Population Studied: Random parent/child dyads for all parents eligible for public coverage with or without a premium between 1999 and 2012 (n=100,901).
Principle Findings: Among all families eligible for public coverage, mean family premiums are $383 per year. Considering only families eligible for public coverage with a premium, mean annual family premiums are about $1,300 with 50% of families paying between $250 and $1,600. These are comparable to contributions for coverage in the marketplace for families with 3 persons and incomes under 200% of FPL (2.0-6.3 % of MAGI). . Increases in public premiums reduce the likelihood of joint public coverage and increase the likelihood of joint private, mixed, or uninsured status among all parent/child combinations. Among families without a worker, a modest increase in public premiums ($20 per month) results in a decline of 2.9 percentage points (pp) in the share of families enrolled jointly in a public plan (baseline 50 percent), and an increase of 1.3 pp in the share of families with no coverage (baseline 16.5 percent). Private premiums do not affect coverage choices for families without a worker. However, large ($2000) increases in private premiums for working families with children (the approximate effect of the family ‘glitch’) are associated with a 6.2 pp decline in private coverage and 2.4 pp increase in the likelihood of all members being uninsured.

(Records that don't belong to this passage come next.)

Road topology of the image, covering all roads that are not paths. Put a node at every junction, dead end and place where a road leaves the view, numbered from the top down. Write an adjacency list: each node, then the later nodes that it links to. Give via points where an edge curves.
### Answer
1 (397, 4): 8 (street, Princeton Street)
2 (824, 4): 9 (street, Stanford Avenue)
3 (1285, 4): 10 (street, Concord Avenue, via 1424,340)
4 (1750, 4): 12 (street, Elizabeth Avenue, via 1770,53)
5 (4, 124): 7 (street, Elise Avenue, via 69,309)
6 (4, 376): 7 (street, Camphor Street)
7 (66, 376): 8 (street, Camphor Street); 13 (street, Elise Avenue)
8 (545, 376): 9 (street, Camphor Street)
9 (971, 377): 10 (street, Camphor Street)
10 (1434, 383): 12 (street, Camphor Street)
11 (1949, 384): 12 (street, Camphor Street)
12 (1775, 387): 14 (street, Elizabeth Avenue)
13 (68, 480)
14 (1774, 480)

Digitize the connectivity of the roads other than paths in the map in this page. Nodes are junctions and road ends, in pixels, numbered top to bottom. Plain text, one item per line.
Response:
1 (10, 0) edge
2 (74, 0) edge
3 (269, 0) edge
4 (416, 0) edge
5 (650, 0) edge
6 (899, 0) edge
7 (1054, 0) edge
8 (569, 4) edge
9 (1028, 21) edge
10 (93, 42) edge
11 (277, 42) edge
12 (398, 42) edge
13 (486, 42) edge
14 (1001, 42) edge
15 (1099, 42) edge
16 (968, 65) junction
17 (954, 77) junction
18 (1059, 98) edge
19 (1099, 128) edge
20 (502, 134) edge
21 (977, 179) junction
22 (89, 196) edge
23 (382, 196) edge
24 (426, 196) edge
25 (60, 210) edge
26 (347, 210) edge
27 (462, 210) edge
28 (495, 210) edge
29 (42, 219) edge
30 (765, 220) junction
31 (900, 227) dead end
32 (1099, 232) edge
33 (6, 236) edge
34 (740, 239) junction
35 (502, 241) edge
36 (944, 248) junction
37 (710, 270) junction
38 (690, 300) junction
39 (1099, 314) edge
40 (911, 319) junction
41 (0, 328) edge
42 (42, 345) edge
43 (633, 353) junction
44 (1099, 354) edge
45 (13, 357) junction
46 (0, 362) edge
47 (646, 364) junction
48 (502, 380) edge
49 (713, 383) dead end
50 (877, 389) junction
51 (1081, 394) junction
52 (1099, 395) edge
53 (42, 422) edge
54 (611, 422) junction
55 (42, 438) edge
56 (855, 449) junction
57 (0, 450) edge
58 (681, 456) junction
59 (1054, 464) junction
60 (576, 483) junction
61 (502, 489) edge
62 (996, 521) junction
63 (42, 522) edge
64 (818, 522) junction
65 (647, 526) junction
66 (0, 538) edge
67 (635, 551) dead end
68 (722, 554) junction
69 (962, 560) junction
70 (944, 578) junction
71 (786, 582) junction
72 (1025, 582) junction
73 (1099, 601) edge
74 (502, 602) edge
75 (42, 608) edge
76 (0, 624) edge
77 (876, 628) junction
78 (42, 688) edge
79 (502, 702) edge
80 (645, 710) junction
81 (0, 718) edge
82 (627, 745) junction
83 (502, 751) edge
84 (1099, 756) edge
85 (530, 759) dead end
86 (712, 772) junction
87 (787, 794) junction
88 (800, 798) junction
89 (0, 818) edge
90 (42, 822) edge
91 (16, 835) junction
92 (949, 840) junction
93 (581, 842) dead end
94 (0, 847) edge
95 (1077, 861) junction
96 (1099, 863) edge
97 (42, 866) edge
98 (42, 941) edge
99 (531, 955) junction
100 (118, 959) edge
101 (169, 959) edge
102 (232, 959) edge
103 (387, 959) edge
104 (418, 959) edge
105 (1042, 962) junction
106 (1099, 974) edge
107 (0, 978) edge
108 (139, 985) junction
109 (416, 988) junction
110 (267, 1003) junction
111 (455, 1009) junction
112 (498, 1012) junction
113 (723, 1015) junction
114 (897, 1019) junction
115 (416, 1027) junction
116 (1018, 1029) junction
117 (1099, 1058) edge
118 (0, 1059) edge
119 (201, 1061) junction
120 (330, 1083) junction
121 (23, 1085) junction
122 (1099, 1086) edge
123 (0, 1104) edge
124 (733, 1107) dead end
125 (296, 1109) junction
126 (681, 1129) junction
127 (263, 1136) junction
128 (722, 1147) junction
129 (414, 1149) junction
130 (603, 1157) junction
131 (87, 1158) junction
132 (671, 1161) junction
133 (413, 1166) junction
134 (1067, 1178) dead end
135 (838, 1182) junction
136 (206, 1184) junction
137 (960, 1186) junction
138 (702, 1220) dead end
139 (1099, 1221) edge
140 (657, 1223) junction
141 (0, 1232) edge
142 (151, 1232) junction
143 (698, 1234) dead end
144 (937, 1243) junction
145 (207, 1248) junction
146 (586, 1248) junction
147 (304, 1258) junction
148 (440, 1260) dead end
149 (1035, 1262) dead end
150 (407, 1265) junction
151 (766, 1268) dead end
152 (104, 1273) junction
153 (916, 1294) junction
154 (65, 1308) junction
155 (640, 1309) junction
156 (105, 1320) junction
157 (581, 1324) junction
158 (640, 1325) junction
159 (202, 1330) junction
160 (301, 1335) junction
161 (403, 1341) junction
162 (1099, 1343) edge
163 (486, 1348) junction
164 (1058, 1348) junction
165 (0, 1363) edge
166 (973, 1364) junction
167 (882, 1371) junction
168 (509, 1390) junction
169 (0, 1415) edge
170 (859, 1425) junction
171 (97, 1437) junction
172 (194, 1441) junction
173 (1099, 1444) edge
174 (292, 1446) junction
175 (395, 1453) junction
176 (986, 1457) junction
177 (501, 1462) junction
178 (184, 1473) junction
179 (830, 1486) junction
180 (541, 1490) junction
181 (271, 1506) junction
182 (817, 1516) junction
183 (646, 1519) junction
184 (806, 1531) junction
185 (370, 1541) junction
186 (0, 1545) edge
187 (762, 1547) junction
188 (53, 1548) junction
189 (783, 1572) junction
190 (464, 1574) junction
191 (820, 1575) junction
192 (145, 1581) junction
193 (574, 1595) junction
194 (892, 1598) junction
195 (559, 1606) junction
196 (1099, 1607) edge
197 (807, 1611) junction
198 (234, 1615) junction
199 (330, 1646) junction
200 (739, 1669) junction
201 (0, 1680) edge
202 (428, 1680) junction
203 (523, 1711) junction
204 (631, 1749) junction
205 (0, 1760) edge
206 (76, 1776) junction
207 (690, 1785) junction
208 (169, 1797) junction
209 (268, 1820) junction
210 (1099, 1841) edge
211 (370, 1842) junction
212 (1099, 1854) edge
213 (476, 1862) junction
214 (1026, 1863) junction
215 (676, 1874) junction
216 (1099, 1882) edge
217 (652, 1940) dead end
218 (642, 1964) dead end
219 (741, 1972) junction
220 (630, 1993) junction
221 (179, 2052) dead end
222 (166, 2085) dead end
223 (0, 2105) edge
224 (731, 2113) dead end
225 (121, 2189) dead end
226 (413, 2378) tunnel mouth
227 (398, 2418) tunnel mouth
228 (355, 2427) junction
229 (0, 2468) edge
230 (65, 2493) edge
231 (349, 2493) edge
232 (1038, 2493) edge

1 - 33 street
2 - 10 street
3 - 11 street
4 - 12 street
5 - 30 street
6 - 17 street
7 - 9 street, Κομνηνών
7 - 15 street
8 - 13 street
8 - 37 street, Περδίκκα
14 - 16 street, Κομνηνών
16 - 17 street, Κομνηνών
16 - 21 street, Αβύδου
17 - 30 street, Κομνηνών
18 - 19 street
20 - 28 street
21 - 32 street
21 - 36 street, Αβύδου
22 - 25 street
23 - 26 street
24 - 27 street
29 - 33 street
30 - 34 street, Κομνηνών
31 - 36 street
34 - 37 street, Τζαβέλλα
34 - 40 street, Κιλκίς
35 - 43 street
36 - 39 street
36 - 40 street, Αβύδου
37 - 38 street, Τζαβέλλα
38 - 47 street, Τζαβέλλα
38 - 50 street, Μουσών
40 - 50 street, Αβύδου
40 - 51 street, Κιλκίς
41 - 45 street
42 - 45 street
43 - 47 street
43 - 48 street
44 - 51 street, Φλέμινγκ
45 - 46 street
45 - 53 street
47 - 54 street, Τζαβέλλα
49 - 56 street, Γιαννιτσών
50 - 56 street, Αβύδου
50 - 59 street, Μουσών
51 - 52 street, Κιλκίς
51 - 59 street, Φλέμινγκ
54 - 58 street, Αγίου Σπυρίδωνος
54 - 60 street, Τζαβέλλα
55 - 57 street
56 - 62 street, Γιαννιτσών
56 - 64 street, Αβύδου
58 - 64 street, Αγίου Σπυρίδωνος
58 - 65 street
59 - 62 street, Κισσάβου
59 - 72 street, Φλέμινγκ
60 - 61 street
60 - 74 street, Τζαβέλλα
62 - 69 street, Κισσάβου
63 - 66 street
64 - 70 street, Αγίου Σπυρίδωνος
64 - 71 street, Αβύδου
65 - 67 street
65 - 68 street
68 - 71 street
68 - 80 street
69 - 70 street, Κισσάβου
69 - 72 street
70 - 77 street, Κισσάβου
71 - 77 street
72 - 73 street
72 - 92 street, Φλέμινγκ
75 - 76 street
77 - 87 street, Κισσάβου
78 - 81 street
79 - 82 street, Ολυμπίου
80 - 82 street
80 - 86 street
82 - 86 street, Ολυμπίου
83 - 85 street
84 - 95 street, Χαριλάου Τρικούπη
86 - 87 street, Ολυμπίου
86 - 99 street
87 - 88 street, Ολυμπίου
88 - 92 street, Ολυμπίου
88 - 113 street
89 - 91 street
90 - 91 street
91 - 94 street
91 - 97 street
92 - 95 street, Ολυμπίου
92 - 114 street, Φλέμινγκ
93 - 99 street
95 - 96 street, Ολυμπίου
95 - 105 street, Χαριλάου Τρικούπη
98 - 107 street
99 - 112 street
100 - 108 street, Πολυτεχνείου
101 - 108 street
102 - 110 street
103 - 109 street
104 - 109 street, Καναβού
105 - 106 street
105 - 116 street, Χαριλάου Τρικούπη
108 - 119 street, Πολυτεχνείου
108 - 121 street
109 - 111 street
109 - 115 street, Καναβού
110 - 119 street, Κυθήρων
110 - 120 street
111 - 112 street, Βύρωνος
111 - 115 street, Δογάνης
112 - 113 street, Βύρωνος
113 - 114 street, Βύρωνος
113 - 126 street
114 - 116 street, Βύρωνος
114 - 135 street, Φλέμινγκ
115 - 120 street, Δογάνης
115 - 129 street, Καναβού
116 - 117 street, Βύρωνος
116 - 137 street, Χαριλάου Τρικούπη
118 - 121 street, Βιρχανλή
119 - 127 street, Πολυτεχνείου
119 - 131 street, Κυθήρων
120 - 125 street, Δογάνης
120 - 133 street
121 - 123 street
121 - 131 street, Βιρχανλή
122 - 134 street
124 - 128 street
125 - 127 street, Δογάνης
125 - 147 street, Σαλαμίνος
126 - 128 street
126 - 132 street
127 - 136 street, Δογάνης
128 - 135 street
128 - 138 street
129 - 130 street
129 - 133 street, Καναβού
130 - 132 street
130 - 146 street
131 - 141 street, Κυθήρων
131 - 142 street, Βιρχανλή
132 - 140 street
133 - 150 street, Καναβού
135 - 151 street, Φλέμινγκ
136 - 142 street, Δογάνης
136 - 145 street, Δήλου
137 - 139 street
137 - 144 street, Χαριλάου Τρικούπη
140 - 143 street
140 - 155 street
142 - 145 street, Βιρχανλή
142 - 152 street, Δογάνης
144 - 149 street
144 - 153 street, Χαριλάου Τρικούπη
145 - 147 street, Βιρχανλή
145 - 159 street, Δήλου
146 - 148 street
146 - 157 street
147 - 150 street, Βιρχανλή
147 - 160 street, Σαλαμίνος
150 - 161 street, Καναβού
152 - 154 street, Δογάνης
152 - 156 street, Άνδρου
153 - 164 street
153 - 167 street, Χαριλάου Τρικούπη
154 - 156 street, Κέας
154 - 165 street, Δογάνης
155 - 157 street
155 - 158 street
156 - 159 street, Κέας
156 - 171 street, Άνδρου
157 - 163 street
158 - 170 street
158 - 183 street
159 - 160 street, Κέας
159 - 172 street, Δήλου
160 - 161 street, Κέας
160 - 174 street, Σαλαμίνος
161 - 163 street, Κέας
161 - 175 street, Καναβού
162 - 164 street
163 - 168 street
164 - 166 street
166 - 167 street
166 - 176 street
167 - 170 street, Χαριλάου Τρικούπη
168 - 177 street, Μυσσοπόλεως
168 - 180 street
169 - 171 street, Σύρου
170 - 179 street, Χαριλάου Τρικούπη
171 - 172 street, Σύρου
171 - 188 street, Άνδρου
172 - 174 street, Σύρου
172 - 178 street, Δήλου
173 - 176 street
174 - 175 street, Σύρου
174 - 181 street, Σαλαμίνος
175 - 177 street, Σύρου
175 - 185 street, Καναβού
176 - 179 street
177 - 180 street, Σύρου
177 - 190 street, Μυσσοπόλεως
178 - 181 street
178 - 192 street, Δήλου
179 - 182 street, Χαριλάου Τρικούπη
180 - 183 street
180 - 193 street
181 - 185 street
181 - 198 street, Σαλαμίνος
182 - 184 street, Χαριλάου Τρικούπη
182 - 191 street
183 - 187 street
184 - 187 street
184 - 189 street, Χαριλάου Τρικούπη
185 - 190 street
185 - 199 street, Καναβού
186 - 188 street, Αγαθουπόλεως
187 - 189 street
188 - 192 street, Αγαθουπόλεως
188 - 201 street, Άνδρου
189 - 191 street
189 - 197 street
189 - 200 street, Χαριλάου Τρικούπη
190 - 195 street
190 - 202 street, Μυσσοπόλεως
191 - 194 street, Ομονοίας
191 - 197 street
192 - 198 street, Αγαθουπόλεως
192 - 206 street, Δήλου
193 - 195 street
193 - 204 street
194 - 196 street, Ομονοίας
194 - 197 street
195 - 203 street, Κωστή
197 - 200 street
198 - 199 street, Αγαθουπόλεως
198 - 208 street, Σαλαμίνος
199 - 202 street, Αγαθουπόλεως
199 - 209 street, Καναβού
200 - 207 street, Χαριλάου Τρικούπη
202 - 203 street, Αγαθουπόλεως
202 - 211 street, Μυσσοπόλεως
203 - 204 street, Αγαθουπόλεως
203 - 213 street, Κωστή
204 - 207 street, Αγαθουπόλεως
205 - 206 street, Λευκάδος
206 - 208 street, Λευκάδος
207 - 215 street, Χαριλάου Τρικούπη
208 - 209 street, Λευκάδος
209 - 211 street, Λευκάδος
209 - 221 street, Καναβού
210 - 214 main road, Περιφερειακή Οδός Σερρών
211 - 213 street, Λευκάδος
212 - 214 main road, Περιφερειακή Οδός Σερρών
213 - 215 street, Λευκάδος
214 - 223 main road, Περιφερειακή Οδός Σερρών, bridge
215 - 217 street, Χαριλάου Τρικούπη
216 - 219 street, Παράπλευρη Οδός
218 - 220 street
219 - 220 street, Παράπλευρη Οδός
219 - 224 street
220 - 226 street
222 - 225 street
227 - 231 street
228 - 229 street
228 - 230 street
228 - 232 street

Conclusion: Findings indicate the potential for declines in joint family coverage in public plans if public premiums are increased (subsidies reduced), especially among non-workers. Changes similar to the family ‘glitch’ have significant effects on coverage for working families.
Implications for Policy or Practice: Among low-income families with children, especially those without a worker, public insurance options, including CHIP, will continue to play an important role in ensuring coverage for all. States may consider implementing a Basic Health Plan or subsidizing Qualified Health Plans through Medicaid expansion waivers, while the Federal government could address employer plan affordability for the family.
Funding Source(s): Robert Wood Johnson’s HCFO program.